Purple Teaming is a Boon to Incident Readiness and Response

Purple Teaming is a Boon to Incident Readiness and Response

Cyber risk is now widely recognized as one of the top business risks globally, and executives are asking their security leadership what they can do to be better prepared and mitigate this risk. Dusting off that incident response plan when something happens is far from adequate. Organizations need strong incident response capabilities but also incident readiness. To hone their skills, security teams are turning to various exercises designed to help them better anticipate threats and practice their response. One of these exercises is Purple Teaming.

In the last couple of years, we’ve seen an evolution from more traditional simulation exercises that use a Red Team to identify vulnerabilities and launch mock attacks and a Blue Team to detect and respond to attacks, to Purple Teaming exercises. While Red Team/Blue Team models help organizations understand vulnerabilities and prepare for attacks, they pit “attackers” against defenders in exercises that can take weeks or months to complete and learn from.

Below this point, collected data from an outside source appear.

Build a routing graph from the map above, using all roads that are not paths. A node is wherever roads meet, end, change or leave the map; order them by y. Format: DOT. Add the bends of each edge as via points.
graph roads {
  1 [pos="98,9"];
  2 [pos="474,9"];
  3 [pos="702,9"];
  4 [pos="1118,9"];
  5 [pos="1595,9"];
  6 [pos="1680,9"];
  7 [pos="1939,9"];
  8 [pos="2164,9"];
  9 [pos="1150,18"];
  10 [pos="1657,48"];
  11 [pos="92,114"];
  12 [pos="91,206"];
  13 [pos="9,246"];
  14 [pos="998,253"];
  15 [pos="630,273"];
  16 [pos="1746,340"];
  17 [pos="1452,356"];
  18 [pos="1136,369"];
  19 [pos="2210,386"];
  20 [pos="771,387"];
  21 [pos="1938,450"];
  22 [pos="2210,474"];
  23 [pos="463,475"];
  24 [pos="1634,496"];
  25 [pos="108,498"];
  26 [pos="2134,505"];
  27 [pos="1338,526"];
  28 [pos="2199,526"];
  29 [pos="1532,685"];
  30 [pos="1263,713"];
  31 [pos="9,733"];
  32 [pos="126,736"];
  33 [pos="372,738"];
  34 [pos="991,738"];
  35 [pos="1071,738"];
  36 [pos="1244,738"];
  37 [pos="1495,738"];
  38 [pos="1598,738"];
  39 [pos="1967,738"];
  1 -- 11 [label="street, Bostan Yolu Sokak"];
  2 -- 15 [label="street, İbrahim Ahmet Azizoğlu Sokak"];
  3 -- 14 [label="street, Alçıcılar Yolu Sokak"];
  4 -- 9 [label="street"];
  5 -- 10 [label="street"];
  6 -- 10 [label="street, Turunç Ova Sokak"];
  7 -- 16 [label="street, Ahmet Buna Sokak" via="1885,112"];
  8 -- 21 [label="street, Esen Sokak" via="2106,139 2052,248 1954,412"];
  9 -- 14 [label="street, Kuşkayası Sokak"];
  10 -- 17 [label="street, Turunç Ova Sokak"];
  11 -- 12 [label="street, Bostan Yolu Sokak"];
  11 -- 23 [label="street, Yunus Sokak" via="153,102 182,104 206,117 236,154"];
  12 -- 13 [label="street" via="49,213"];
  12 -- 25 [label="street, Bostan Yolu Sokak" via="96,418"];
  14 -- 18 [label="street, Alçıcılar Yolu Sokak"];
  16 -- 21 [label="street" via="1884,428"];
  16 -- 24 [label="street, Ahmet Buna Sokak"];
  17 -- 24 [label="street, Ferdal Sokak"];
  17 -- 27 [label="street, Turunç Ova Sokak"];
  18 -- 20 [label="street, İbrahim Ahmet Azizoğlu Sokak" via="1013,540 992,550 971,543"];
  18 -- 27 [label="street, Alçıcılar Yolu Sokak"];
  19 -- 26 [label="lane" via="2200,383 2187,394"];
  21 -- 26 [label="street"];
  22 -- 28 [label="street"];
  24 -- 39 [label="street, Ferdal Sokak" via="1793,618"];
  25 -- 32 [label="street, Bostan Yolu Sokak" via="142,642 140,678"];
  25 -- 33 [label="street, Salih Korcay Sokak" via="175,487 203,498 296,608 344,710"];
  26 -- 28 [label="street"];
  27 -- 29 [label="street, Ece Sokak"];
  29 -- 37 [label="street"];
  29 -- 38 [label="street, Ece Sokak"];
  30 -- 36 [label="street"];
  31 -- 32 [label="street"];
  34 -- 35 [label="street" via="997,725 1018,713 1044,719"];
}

Instead of an extended war game, Purple Teaming is collaborative and iterative. It brings the Red and Blue Teams together through a more informed and continuous process designed to help the defenders actively get better at mitigating risk from real-world, highly sophisticated attacks. The attack force informs the defense force of the planned attack, executes it, explains the security gaps it took advantage of, and then rewinds so that the defenders can immediately refine their response. 

The Purple Team model is designed so that organizations can improve their security posture throughout the exercise to capture immediate and ongoing value. But still, participants often rely heavily on manual methods to execute and defend against attacks. This limits what you can accomplish when resources are tight – both time and budget. However, what if you could use technology to increase the frequency and depth of these exercises to gain even more value, faster? These three technologies are emerging as innovative ways to automate and fine-tune Purple Team activities.

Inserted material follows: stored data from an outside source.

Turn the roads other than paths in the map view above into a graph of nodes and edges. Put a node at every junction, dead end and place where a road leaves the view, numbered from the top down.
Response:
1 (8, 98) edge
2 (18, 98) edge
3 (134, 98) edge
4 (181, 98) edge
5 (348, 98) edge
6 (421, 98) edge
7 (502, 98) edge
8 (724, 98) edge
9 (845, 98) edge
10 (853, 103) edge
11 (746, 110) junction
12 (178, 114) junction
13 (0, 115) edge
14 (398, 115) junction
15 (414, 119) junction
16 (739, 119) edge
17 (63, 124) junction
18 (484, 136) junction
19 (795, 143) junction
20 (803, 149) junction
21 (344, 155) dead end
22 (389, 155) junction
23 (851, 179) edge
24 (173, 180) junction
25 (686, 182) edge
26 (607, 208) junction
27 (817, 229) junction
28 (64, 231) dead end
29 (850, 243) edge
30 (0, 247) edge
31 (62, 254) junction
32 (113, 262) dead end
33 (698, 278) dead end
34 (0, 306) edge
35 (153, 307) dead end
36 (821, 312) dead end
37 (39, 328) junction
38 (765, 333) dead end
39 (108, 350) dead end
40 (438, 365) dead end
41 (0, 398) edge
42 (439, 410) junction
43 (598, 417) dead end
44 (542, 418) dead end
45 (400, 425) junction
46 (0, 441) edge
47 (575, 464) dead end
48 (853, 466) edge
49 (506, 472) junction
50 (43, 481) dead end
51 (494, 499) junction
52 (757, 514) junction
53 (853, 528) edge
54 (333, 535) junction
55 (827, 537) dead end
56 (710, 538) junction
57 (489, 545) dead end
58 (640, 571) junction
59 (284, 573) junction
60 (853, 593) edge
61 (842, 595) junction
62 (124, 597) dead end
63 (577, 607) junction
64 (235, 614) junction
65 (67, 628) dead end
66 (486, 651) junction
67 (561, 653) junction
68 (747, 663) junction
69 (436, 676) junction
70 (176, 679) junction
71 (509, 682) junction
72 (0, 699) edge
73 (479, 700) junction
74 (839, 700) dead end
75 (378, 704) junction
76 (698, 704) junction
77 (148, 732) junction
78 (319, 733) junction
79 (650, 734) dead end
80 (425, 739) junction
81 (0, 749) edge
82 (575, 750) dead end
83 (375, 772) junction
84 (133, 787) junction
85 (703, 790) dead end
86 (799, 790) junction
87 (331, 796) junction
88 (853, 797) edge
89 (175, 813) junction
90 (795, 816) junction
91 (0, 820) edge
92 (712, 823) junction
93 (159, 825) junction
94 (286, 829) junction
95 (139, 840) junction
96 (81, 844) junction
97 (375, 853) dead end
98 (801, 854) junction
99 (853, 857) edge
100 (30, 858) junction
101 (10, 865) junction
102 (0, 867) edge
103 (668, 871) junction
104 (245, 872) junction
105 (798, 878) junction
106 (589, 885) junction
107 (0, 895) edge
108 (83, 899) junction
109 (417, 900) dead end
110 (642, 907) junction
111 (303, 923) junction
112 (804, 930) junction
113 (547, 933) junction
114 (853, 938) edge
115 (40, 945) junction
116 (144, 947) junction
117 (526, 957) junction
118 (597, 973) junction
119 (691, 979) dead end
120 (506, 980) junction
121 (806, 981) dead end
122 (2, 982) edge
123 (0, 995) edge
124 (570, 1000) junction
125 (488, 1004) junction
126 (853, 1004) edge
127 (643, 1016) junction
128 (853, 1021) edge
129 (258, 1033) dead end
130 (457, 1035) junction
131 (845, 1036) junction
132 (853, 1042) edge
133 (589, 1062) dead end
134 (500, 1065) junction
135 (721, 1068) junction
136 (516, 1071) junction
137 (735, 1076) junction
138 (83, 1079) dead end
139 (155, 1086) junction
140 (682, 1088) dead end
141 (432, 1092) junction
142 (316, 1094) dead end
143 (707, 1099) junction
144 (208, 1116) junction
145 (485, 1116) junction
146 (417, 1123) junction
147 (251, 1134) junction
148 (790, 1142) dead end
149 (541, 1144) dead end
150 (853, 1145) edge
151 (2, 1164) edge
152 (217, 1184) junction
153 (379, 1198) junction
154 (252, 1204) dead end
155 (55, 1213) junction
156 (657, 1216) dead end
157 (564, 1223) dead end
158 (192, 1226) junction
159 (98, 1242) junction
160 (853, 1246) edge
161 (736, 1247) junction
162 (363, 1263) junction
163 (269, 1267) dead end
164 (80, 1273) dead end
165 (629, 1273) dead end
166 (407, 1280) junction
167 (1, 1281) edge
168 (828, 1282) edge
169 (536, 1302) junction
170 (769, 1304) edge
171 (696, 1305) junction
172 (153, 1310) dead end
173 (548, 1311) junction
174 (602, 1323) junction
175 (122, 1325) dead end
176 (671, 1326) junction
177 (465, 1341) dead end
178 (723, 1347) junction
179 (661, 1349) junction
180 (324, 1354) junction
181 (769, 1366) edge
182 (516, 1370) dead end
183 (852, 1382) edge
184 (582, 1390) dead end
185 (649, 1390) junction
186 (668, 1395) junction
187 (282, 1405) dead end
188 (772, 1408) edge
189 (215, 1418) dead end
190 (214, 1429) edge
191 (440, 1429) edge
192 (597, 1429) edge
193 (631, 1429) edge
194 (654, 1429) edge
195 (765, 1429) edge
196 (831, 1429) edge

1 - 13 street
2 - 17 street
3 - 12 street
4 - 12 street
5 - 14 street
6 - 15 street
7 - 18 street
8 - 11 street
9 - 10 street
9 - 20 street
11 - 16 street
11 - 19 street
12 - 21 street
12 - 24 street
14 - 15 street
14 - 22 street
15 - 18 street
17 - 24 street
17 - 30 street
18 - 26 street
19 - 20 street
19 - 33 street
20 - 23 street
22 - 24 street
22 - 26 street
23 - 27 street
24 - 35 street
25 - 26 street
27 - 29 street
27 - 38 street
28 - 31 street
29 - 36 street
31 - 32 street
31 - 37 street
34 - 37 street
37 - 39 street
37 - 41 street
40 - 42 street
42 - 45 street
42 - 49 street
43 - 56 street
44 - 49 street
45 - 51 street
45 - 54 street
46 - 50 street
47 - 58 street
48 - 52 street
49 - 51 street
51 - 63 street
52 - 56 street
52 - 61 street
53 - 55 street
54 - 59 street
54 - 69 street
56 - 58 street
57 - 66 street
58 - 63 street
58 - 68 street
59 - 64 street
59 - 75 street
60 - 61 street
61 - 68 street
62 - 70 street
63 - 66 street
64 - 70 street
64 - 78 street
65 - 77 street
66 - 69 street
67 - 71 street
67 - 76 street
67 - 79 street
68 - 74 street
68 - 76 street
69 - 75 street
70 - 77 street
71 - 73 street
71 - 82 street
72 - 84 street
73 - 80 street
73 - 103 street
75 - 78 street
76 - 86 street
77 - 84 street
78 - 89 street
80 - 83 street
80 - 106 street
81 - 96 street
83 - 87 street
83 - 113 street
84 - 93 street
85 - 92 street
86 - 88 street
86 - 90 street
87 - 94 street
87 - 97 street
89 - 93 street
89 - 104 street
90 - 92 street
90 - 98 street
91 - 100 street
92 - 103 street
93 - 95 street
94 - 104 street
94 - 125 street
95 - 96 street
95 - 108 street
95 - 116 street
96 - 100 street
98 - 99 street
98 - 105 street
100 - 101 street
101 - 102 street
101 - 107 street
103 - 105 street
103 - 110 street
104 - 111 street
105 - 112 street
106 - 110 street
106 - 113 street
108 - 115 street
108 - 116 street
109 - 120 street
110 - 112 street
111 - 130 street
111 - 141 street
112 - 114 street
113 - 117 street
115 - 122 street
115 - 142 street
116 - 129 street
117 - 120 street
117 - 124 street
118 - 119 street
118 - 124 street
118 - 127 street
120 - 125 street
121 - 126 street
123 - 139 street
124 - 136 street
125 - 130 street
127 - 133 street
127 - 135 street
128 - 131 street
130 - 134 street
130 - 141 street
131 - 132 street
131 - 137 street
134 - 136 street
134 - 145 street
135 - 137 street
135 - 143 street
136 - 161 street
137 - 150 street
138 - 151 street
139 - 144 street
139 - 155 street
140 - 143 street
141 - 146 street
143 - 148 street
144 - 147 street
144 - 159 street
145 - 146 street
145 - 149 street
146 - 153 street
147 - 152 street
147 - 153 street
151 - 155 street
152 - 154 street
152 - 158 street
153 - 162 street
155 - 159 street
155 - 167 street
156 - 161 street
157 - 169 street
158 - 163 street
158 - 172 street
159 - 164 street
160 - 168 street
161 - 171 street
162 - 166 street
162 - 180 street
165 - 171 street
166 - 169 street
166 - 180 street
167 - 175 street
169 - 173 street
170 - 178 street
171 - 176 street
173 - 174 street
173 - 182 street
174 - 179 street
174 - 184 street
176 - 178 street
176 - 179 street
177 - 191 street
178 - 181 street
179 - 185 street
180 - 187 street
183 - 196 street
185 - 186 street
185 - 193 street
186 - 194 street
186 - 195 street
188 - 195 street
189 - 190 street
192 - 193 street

1. Infrastructure analytics platform. Many organizations aren’t aware of everything in their environment – across the network, data center, and cloud – and this lack of knowledge gives attackers the upper hand. One of the first steps in Purple Teaming is to understand the organization’s infrastructure or attack landscape. With an analytics platform that provides a very detailed, informed view of what the attack landscape looks like, you gain an even clearer picture of the risks your organization faces, faster. By automating reconnaissance and some of the attack mapping, this technology allows you to quickly understand the critical assets and the associated threat models. For example, with an inventory of everything on your network, including versions and patch levels, you can correlate that information to public threat and vulnerability databases to quickly generate a list of potential vulnerabilities on the network. Red Teams can use this information to develop more mature and sophisticated attack scenarios, and Blue Teams can use this information to address security gaps more quickly.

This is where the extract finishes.